Skin and subcutaneous fat is thinner, providing less insulation and leading to greater heat loss. Heat production is low and the ability to shiver is not well developed. Temperature regulation is immature. The environmental temperature range in which oxygen consumption is minimal thermoneutral range is narrow.
A decrease in environmental temperature of 2 degrees Celsius may double the oxygen consumption of a newborn. Infants must be kept warm. The operating theatre should be heated and the infant kept covered. Try to warm intravenous fluids. Liver metabolism may be poor in the newborn but develops rapidly in the first few weeks. Drugs such as opioids, benzodiazepines and barbiturates may not be metabolised as rapidly in neonates.

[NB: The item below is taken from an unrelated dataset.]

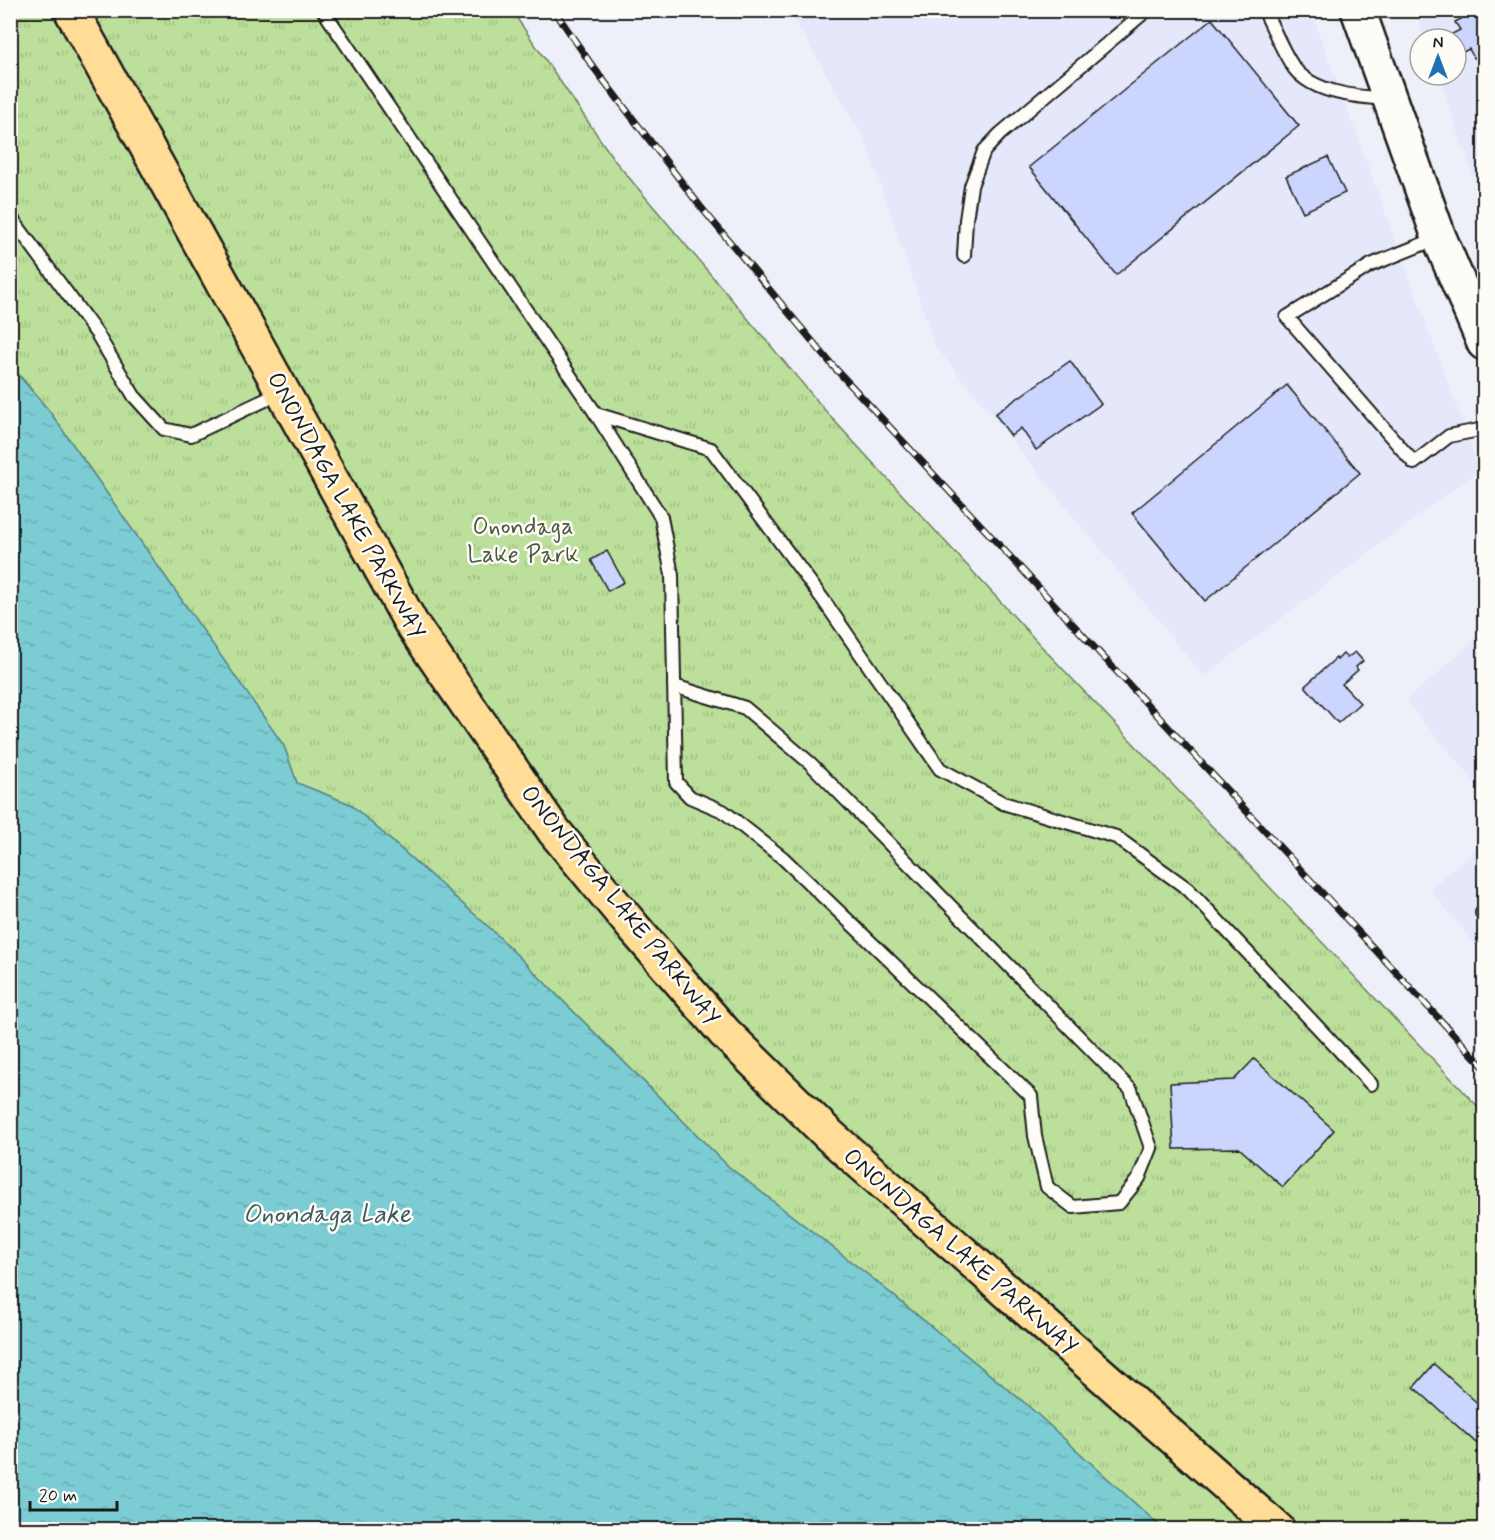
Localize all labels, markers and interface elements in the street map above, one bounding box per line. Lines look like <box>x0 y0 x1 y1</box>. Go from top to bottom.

The differences in physiology of the infant will alter blood pressure and heart rhythym effect of some drugs. All opioids and central nervous system depressants must be given with caution in neonates unless the patient is being ventilated and closely monitored.

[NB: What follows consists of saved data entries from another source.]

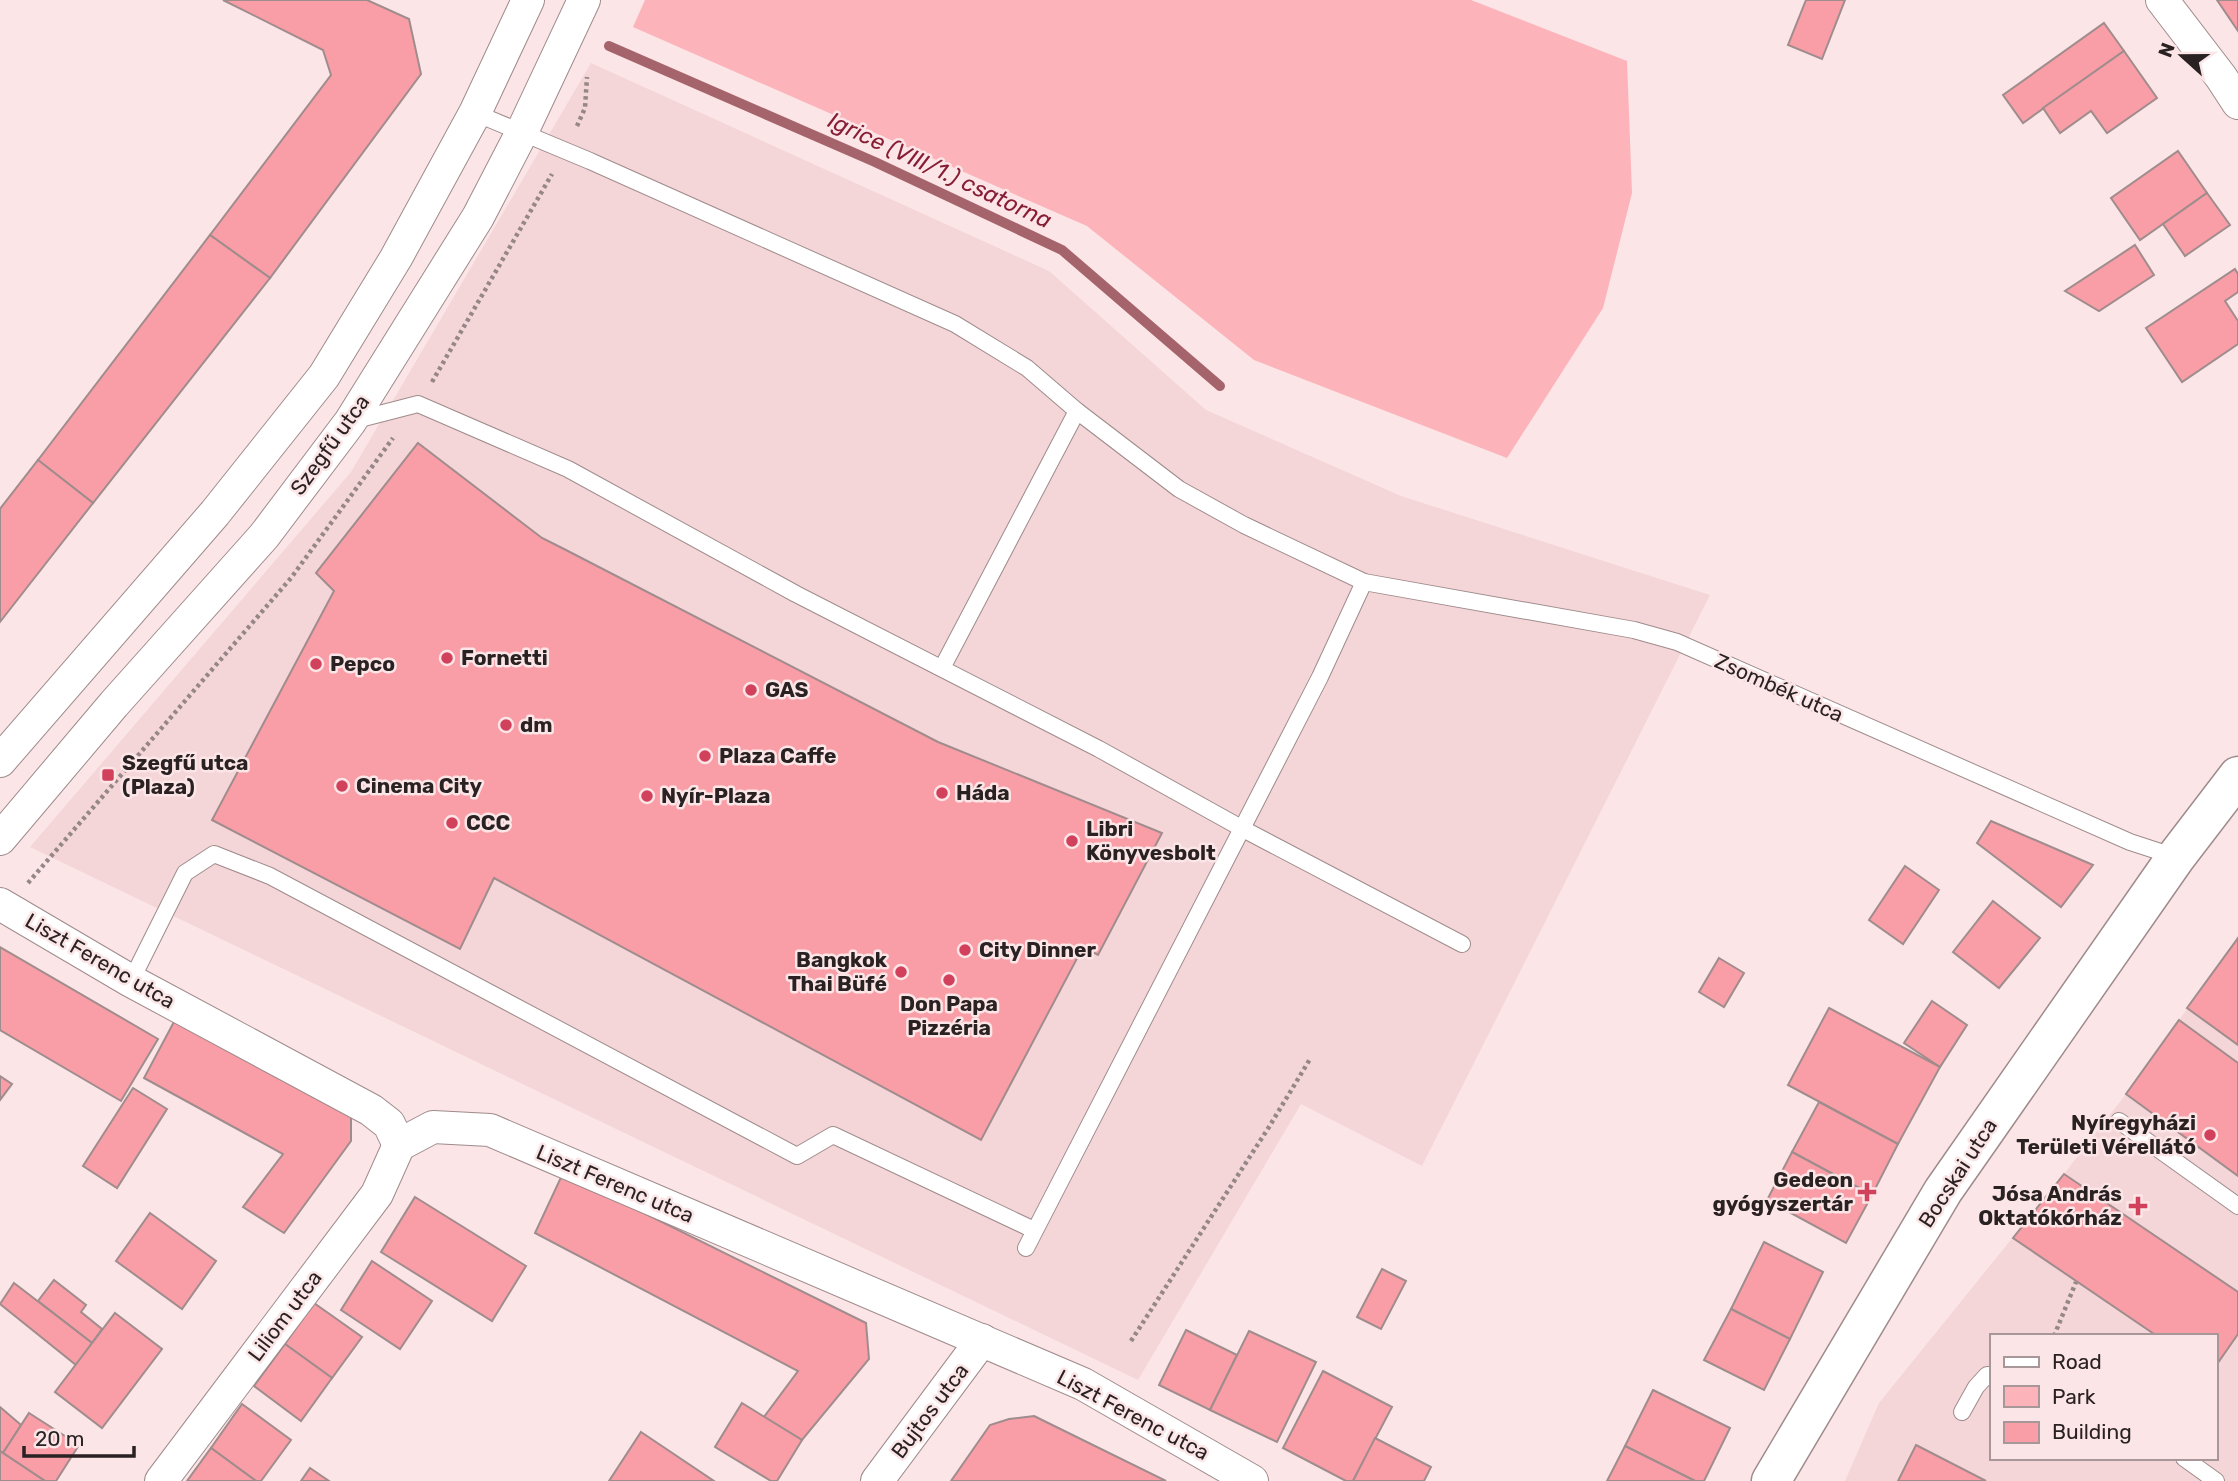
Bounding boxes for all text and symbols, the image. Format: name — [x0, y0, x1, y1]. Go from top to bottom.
north arrow — [2147, 21, 2217, 91]
text: N — [2153, 40, 2180, 61]
water label: Igrice (VIII/1.) csatorna — [824, 106, 1056, 234]
street label: Szegfű utca — [285, 390, 374, 500]
place label: Fornetti — [461, 645, 548, 670]
street label: Zsombék utca — [1711, 648, 1847, 727]
marker: Fornetti — [439, 650, 455, 666]
place label: Pepco — [330, 651, 395, 676]
marker: Pepco — [308, 656, 324, 672]
place label: GAS — [765, 677, 809, 702]
marker: GAS — [743, 682, 759, 698]
place label: dm — [520, 712, 553, 737]
marker: dm — [498, 717, 514, 733]
place label: Plaza Caffe — [719, 743, 836, 768]
marker: Plaza Caffe — [697, 748, 713, 764]
place label: Szegfű utca (Plaza) — [122, 750, 249, 799]
marker: Szegfű utca (Plaza) — [100, 767, 116, 783]
place label: Cinema City — [356, 773, 482, 798]
marker: Cinema City — [334, 778, 350, 794]
place label: Háda — [956, 780, 1010, 805]
place label: Nyír-Plaza — [661, 783, 770, 808]
marker: Háda — [934, 785, 950, 801]
marker: Nyír-Plaza — [639, 788, 655, 804]
place label: CCC — [466, 810, 510, 835]
marker: CCC — [444, 815, 460, 831]
place label: Libri Könyvesbolt — [1086, 816, 1216, 865]
marker: Libri Könyvesbolt — [1064, 833, 1080, 849]
street label: Liszt Ferenc utca — [21, 908, 179, 1014]
place label: City Dinner — [979, 937, 1097, 962]
marker: City Dinner — [957, 942, 973, 958]
place label: Bangkok Thai Büfé — [788, 947, 888, 996]
marker: Bangkok Thai Büfé — [893, 964, 909, 980]
marker: Don Papa Pizzéria — [941, 972, 957, 988]
place label: Don Papa Pizzéria — [900, 991, 998, 1040]
place label: Nyíregyházi Területi Vérellátó — [2016, 1110, 2196, 1159]
street label: Bocskai utca — [1913, 1114, 2002, 1232]
marker: Nyíregyházi Területi Vérellátó — [2202, 1127, 2218, 1143]
street label: Liszt Ferenc utca — [533, 1139, 698, 1228]
place label: Gedeon gyógyszertár — [1712, 1167, 1853, 1216]
place label: Jósa András Oktatókórház — [1978, 1181, 2122, 1230]
marker: Gedeon gyógyszertár — [1859, 1184, 1875, 1200]
marker: Jósa András Oktatókórház — [2128, 1196, 2148, 1216]
street label: Liliom utca — [242, 1265, 327, 1366]
legend — [1990, 1334, 2217, 1460]
text: Road — [2052, 1349, 2102, 1374]
street label: Bujtos utca — [886, 1358, 973, 1463]
street label: Liszt Ferenc utca — [1053, 1364, 1213, 1465]
text: Park — [2052, 1384, 2096, 1409]
scale bar — [24, 1414, 135, 1458]
text: Building — [2052, 1419, 2132, 1444]
text: 20 m — [35, 1426, 84, 1451]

Morphine clearance in neonates is one quarter that of adults so that the elimination half time will be four times that of adults. The immature respiratory centre makes the neonate more sensitive to the respiratory depressive effects of morphine.
The proportion of cardiac output going to the brain is greater in the neonate than in older children. The dose of intravenous induction agents should be reduced in neonates. Decreased renal and liver function results in certain drugs being excreted more slowly. The dosing interval should be increased to avoid toxicity. Both induction and recovery from inhalation agents is more rapid in children than adults.
Blood pressure and heart rhythym for infants and children. During the preoperative assessment of children it is very important to assess the severity of any upper respiratory tract infection, which is very common in preschool children. Elective surgery should be cancelled if the child is unwell with a high fever and has signs and symptoms of a respiratory tract blood pressure and heart rhythym. These children are at risk of laryngospasm, bronchospasm and hypoxia and surgery should be delayed 6 weeks.
If the upper respiratory tract infection is mild, then the anaesthetist should decide if the surgery should be delayed 2 weeks.